The taxpayer also says that the report of the Senate Finance Committee supports her construction of the statute. That committee rewrote section 219 (g) of the Bill as it orginally came from the House, which read: "Where the grantor of a trust reserves a power of revocation which if exercised would revest in him title to the corpus of the trust then the income of such trust shall be included in computing the net income of the grantor."

The Senate Committee reported that: "The subdivision of the House Bill has been rewritten in order that there shall not be taxed to the grantor the income of a trust as to which the grantor has a power of revocation subject, however, to a condition which has not happened."

But the "condition" referred to in the committee's report cannot reasonably be thought to have been a mere notice of intention to revoke within the sole control and whim of the settlor, but something of substance dependent on an occurrence other than what amounts to an exercise of the power itself. I think a reasonable construction of the statute supports the finding of the Board of Tax Appeals that Mrs. Langley had a taxable power during the year 1928.

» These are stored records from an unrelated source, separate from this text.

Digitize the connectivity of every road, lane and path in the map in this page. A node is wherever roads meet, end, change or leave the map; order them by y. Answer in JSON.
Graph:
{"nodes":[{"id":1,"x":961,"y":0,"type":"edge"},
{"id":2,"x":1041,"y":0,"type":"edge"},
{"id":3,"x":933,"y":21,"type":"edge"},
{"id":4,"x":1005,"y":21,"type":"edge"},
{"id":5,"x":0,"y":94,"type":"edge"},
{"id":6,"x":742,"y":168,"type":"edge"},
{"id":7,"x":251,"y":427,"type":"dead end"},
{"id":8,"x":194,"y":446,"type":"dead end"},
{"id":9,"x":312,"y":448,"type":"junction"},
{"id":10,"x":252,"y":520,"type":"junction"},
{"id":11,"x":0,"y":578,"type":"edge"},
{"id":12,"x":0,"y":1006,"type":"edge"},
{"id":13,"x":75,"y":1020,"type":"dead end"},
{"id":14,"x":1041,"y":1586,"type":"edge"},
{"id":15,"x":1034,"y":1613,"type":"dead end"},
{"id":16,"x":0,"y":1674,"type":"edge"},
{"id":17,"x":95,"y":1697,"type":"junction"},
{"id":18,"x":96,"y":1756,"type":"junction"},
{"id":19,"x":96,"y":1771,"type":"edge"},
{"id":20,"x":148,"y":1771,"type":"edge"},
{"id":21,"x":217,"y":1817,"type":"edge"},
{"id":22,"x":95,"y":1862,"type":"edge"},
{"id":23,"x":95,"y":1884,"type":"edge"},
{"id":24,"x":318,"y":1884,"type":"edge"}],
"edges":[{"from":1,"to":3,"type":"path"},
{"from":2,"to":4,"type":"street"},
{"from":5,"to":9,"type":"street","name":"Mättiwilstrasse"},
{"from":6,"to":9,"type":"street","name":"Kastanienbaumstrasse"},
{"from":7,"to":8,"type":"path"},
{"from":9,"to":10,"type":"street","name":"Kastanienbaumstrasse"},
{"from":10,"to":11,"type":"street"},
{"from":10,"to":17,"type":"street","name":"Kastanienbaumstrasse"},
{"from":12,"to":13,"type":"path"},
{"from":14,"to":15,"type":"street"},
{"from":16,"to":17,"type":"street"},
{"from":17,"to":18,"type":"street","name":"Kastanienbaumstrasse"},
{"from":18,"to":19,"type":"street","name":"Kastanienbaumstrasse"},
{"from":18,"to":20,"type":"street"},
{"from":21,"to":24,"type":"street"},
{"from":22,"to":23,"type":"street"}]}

Nor do I think the construction advocated by the government would render the act unconstitutional. In Hoeper v. Tax Commission, 284 U.S. 206, at page 215, 52 S. Ct. 120, 122, 76 L. Ed. 248, Justice Roberts said that what "is not in fact the taxpayer's income cannot be made such by calling it income." But that decision involved an income tax statute which authorized an assessment against a husband of a tax computed on the combined total of his own and his wife's income. In the present case, the settlor by voluntary act retained power to revest herself with title to the corpus of the trust which she had set up. The trustees held the corpus subject to her ultimate direction. The settlor's tax could be measured by the income of such a trust just as the income of an assignor who has irrevocably assigned future income without transferring the property from which it arises can be measured by assigned accruals. Burnet v. Leininger, 285 U.S. 136, 52 S. Ct. 345, 76 L. Ed. 665.

It is to be remembered that the statute under consideration was not retroactive in respect to the transactions involved. At the time the settlor set up the trust containing the power of revocation in 1928, the statute had been enacted. Likewise at the time a similar power was inserted in a trust comprising the same corpus the act of 1924 was in effect taxing such powers. She created the trust with the statute in operation and, as in the case of the donee in Taft v. Bowers, 278 U.S. 470, 49 S. Ct. 199, 73 L. Ed. 460, 64 A. L. R. 362, the transactions took place with the knowledge that a tax would be imposed. To apply the statute under such circumstances is not unreasonable or arbitrary.

For the foregoing reasons I think the decision of the Board of Tax Appeals was correct and should be affirmed.